• _About this exercise_
Copy the complete listing word for word, but do not carry over any images.

══════════

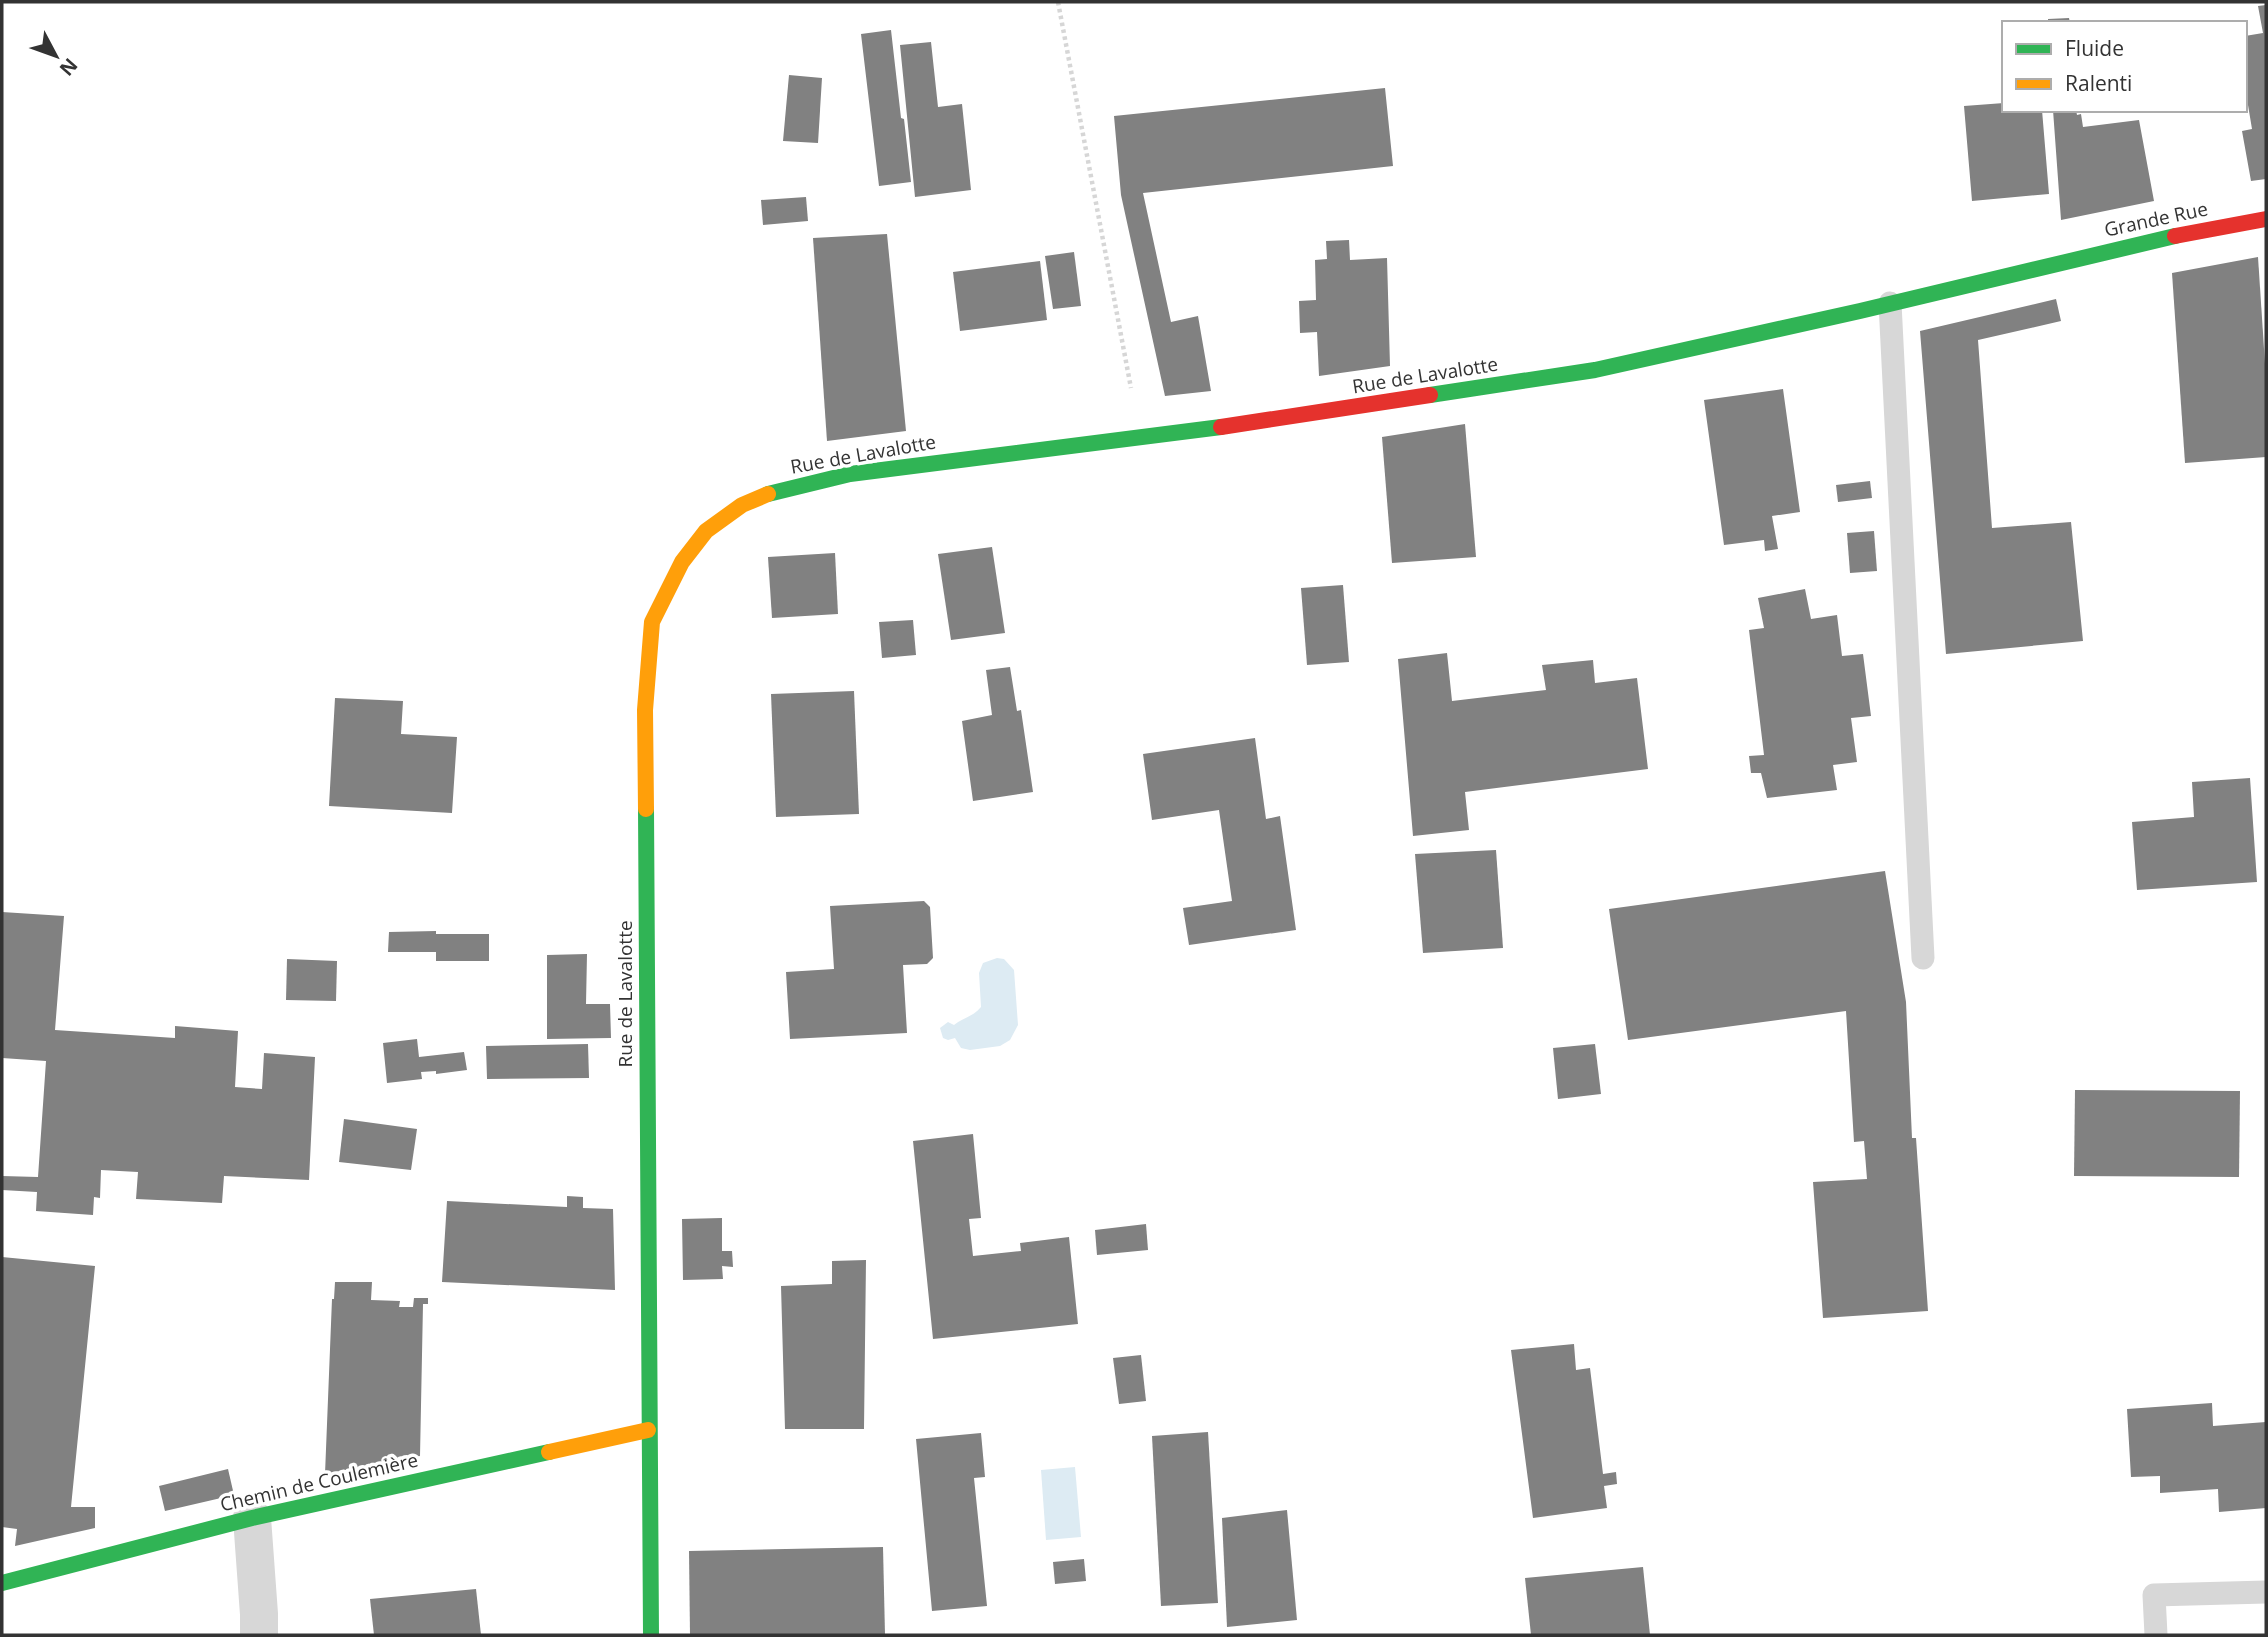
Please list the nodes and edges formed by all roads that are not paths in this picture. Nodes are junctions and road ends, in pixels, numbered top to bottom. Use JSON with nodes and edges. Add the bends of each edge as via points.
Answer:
{"nodes":[{"id":1,"x":2266,"y":219,"type":"edge"},
{"id":2,"x":2055,"y":263,"type":"joint"},
{"id":3,"x":1890,"y":303,"type":"junction"},
{"id":4,"x":1923,"y":958,"type":"dead end"},
{"id":5,"x":648,"y":1430,"type":"junction"},
{"id":6,"x":252,"y":1518,"type":"junction"},
{"id":7,"x":2,"y":1583,"type":"edge"},
{"id":8,"x":2266,"y":1592,"type":"edge"},
{"id":9,"x":259,"y":1635,"type":"edge"},
{"id":10,"x":650,"y":1635,"type":"edge"},
{"id":11,"x":2156,"y":1635,"type":"edge"}],
"edges":[{"from":1,"to":2,"type":"street","name":"Grande Rue"},
{"from":2,"to":3,"type":"street","name":"Rue de Lavalotte"},
{"from":3,"to":4,"type":"lane"},
{"from":3,"to":5,"type":"street","name":"Rue de Lavalotte","via":[[1595,370],[1258,422],[850,474],[778,490],[742,505],[706,531],[682,562],[652,622],[645,710]]},
{"from":5,"to":6,"type":"street","name":"Chemin de Coulemière"},
{"from":5,"to":10,"type":"street","name":"Rue de Lavalotte"},
{"from":6,"to":7,"type":"street","name":"Chemin de Coulemière"},
{"from":6,"to":9,"type":"street"},
{"from":8,"to":11,"type":"lane","via":[[2154,1595]]}]}
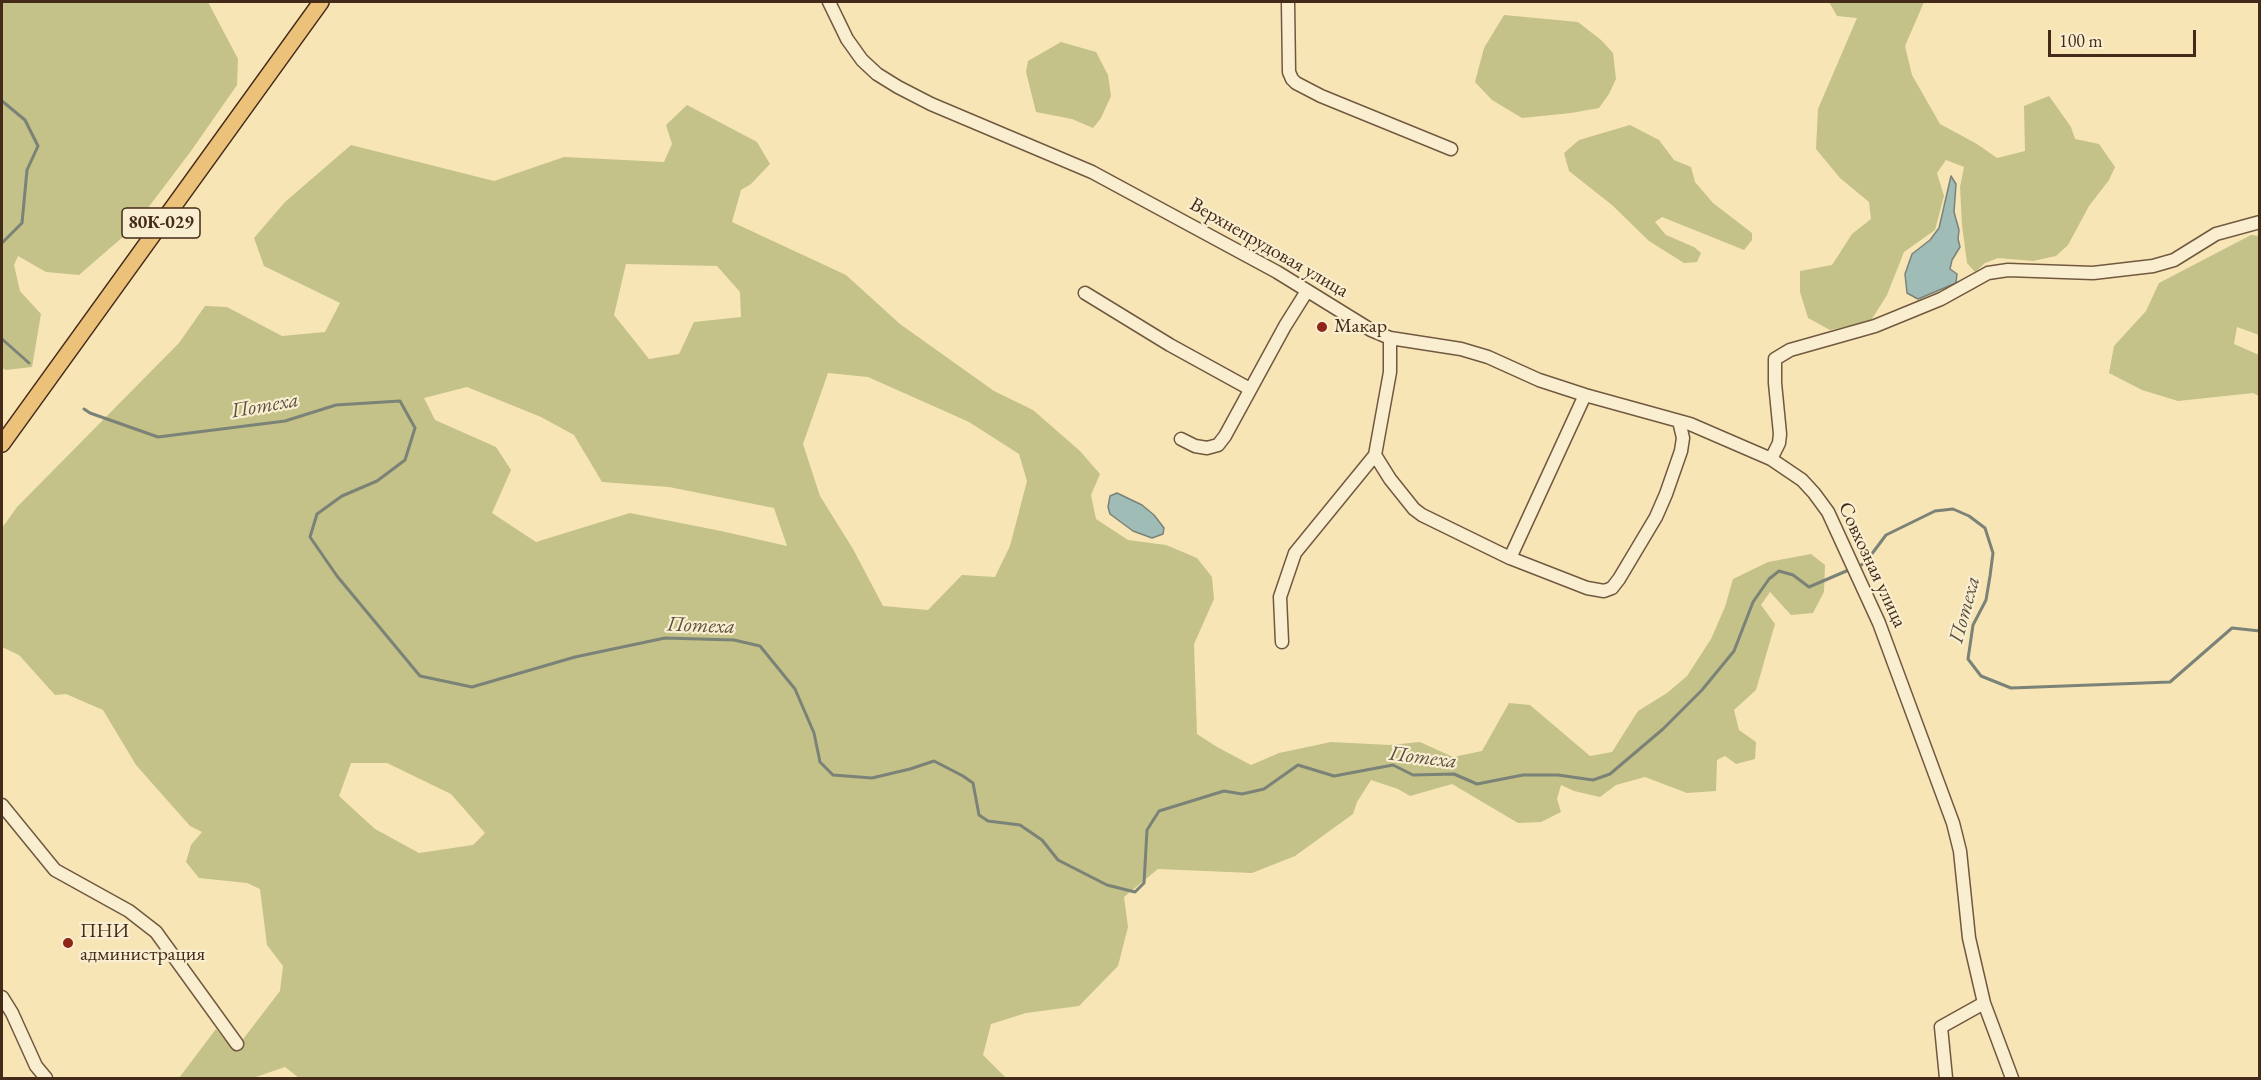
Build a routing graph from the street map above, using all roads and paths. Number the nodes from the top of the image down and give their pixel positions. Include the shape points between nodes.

══════════

• _Solved exercise_
Please list the nodes and edges formed by all roads that are not paths in this picture. Nodes are junctions and road ends, in pixels, numbered top to bottom. Use JSON with nodes and edges. Add the bends of each edge as via points.
Answer:
{"nodes":[{"id":1,"x":2266,"y":219,"type":"edge"},
{"id":2,"x":2055,"y":263,"type":"joint"},
{"id":3,"x":1890,"y":303,"type":"junction"},
{"id":4,"x":1923,"y":958,"type":"dead end"},
{"id":5,"x":648,"y":1430,"type":"junction"},
{"id":6,"x":252,"y":1518,"type":"junction"},
{"id":7,"x":2,"y":1583,"type":"edge"},
{"id":8,"x":2266,"y":1592,"type":"edge"},
{"id":9,"x":259,"y":1635,"type":"edge"},
{"id":10,"x":650,"y":1635,"type":"edge"},
{"id":11,"x":2156,"y":1635,"type":"edge"}],
"edges":[{"from":1,"to":2,"type":"street","name":"Grande Rue"},
{"from":2,"to":3,"type":"street","name":"Rue de Lavalotte"},
{"from":3,"to":4,"type":"lane"},
{"from":3,"to":5,"type":"street","name":"Rue de Lavalotte","via":[[1595,370],[1258,422],[850,474],[778,490],[742,505],[706,531],[682,562],[652,622],[645,710]]},
{"from":5,"to":6,"type":"street","name":"Chemin de Coulemière"},
{"from":5,"to":10,"type":"street","name":"Rue de Lavalotte"},
{"from":6,"to":7,"type":"street","name":"Chemin de Coulemière"},
{"from":6,"to":9,"type":"street"},
{"from":8,"to":11,"type":"lane","via":[[2154,1595]]}]}
Build a routing graph from the street map above, using all roads and paths. Number the nodes from the top of the image down and give their pixel positions. Include the shape points between nodes.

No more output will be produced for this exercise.